Authors — carpe diem!!!!


Getting ahead of the game:

From the lp to cassette to 8-track to cd to dvd to streaming … from printing press publication to print-on-demand publishing to ebooks … from newspapers to tv news to internet news … from libraries with books to “learning centers” with electronic books, educational games, computerized literature … all in a flash. We have seen it all progress, and we know that VR and AR technologies are being used already. Those of us who are thinking: “I will be dead and buried by then …” are being short-sighted. You do want your books to be transcribed into the new technologies so that they live on beyond your years on Earth, do you not?

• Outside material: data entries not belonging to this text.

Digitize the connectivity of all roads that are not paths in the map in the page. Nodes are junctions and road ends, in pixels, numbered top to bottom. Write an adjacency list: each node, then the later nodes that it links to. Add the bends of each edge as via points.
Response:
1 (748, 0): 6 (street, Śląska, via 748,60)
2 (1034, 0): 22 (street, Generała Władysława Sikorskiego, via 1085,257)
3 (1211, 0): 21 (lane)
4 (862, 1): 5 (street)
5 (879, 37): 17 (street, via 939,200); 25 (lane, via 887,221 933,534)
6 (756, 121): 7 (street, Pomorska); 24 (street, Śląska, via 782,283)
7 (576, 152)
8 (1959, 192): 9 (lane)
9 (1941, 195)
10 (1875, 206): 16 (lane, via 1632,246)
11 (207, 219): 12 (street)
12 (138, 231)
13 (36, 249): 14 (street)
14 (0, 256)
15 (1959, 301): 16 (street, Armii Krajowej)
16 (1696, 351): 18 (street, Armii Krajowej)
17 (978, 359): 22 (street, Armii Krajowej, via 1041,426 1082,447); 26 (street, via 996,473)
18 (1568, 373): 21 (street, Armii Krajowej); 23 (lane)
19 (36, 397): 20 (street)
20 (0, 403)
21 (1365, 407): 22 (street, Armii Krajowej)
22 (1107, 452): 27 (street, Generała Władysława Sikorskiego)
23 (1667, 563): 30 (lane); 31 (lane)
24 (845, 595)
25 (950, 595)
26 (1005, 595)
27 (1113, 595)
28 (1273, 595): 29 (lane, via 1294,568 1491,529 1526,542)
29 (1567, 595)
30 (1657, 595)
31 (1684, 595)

My predictions about the virtual reality future of books are apparently annoying and scaring some authors and publishers. Why be angry or sad? Why not instead embrace new technology and carpe diem?!! There are so many new opportunities for new creativity and business. Get ahead of the pack. Read up on the new technologies, and gain new insight on how you can tweak and adjust your own writing to qualify as VR-literature. I am currently reading this very popular book:



Jason Jerald’s
“The VR Book: Human-Centered Design for Virtual Reality” Book Description

Virtual reality (VR) potentially provides our minds with direct access to digital media in a way that at first seems to have no limits. However, creating compelling VR experiences is an incredibly complex challenge. When VR is done well, the results are brilliant and pleasurable experiences that go beyond what we can do in the real world. When VR is done badly, not only is the system frustrating to use, but sickness can result. Reasons for bad VR are numerous; some failures come from the limitations of technology, but many come from a lack of understanding perception, interaction, design principles, and real users. This book discusses such issues, focusing upon the human element of VR rather than technical implementation, for if we do not get the human element correct, then no amount of technology will make VR anything more than an interesting tool confined to research laboratories. Even when VR principles are fully understood, first implementations are rarely novel and never ideal due to the complex nature of VR and the countless possibilities. However, the VR principles discussed within enable us to intelligently experiment with the rules and iteratively design towards innovative experiences.

NB. For those worried about the new technologies being misused for mind control, I would emphasize the importance of authors and other artists in shaping how this technology is developed — in order to preserve and encourage freedom of thought.